Go through the records, and copy each line in which the string "Digitize" is present.
——————
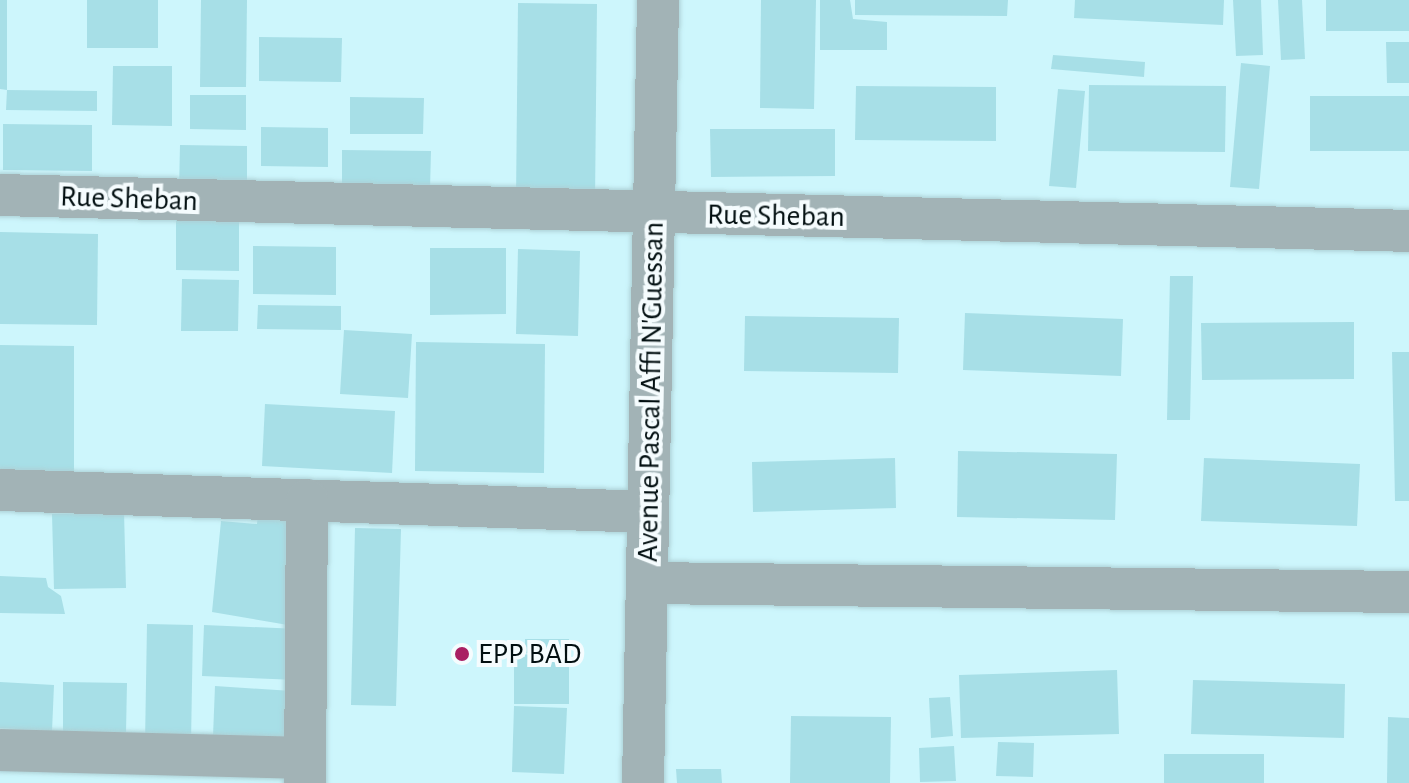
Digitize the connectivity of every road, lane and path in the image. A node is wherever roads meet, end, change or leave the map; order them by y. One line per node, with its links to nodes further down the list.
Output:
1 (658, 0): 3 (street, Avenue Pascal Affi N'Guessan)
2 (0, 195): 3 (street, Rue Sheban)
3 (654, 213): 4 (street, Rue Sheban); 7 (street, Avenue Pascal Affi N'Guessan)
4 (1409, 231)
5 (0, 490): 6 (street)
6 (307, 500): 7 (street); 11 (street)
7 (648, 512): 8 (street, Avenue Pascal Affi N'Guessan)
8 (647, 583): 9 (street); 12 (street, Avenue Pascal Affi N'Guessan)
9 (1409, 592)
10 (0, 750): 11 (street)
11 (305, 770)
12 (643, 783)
——————
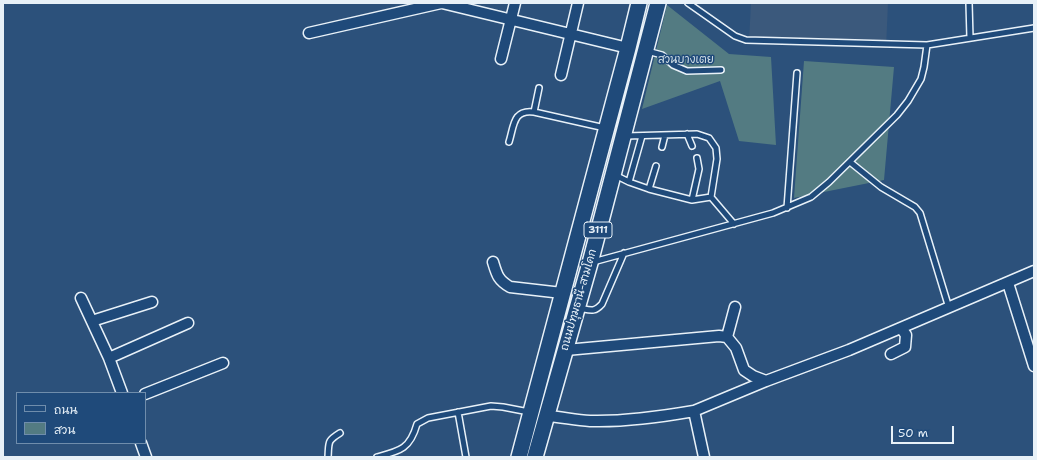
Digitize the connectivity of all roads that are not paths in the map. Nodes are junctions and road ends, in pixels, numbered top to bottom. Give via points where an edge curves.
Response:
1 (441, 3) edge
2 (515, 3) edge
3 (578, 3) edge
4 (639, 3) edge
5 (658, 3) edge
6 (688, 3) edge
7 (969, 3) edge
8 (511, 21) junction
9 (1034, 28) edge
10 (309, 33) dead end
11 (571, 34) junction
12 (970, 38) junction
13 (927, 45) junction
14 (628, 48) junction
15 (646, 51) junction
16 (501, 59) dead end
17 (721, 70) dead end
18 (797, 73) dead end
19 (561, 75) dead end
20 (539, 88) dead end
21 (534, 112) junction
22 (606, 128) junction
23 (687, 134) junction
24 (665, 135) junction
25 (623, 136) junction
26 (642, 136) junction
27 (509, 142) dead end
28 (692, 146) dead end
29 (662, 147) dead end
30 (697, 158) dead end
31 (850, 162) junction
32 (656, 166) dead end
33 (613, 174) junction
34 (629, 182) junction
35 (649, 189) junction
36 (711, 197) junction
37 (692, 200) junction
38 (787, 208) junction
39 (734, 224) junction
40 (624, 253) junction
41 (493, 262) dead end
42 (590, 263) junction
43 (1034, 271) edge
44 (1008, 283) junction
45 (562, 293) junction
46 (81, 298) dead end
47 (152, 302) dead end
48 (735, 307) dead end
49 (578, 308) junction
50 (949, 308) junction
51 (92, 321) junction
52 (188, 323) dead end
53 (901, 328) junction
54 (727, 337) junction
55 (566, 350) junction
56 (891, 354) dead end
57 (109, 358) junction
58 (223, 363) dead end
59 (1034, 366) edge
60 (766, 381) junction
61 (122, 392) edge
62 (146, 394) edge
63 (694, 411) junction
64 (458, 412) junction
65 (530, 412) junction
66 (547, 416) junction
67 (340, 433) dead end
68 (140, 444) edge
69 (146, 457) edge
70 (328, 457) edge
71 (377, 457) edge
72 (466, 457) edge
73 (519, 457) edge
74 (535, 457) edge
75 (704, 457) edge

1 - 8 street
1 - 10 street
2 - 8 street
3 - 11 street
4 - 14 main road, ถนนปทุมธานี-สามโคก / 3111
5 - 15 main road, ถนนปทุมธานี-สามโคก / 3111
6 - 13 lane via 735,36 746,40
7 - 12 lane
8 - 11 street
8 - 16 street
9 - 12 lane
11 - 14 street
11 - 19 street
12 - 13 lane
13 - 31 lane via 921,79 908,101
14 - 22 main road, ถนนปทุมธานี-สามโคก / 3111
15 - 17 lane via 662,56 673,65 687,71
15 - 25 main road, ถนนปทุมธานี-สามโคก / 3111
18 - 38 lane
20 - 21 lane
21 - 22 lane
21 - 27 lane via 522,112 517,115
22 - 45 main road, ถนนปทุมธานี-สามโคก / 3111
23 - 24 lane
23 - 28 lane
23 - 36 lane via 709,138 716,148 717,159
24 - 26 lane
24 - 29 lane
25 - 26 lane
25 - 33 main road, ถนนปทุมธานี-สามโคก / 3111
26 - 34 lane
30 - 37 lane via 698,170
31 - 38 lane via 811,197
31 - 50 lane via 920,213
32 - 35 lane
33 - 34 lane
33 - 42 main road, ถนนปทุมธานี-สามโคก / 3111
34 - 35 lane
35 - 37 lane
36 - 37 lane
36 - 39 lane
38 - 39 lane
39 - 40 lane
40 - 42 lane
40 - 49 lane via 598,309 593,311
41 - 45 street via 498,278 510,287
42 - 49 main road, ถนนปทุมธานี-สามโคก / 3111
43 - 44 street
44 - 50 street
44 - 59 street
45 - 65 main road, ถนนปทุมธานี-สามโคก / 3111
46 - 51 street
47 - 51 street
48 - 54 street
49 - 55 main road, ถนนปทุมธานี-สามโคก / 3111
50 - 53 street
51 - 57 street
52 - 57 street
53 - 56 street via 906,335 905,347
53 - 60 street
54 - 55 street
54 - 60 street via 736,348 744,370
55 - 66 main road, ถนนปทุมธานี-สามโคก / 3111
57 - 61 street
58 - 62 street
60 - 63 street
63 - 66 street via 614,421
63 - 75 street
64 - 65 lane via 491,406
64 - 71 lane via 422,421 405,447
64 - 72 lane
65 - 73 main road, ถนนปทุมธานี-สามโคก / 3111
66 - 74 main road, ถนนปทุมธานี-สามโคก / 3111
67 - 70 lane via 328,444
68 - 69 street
——————
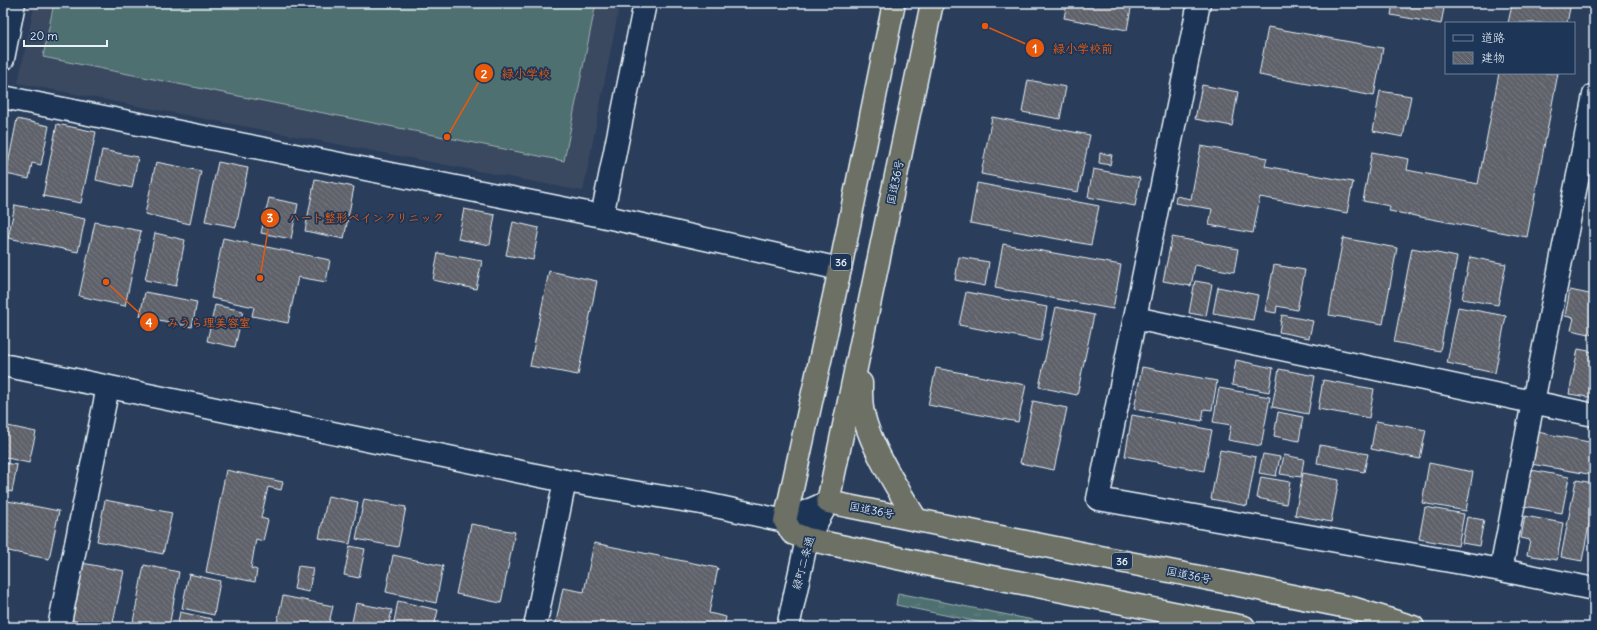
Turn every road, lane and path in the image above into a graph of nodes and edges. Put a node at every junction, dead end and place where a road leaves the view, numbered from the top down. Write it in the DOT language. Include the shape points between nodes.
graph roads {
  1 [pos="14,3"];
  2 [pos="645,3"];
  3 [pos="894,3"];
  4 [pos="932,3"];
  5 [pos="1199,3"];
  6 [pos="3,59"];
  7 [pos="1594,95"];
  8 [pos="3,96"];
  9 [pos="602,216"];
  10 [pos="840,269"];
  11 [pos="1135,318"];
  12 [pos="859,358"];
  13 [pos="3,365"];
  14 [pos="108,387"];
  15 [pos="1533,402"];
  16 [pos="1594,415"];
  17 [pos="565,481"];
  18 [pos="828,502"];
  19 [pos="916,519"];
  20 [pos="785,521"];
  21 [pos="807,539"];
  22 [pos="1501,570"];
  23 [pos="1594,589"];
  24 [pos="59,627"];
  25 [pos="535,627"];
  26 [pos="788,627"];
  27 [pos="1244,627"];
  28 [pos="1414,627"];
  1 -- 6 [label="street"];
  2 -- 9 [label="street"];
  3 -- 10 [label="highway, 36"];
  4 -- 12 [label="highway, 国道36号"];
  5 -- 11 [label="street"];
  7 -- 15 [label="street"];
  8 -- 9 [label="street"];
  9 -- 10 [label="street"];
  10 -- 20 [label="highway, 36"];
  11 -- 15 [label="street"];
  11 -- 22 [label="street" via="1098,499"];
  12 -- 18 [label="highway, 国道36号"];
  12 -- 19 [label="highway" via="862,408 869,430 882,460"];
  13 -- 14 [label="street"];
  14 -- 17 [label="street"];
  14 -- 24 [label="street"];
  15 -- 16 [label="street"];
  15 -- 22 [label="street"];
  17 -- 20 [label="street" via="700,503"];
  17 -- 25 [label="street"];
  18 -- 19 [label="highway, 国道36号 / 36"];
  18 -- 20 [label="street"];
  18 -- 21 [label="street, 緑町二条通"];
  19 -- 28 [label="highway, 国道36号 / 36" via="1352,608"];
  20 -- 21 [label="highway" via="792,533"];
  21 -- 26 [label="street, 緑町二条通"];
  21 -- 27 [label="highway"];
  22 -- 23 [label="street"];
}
——————
▶ [REPLY]:
Digitize the connectivity of every road, lane and path in the image. A node is wherever roads meet, end, change or leave the map; order them by y. One line per node, with its links to nodes further down the list.
Digitize the connectivity of all roads that are not paths in the map. Nodes are junctions and road ends, in pixels, numbered top to bottom. Give via points where an edge curves.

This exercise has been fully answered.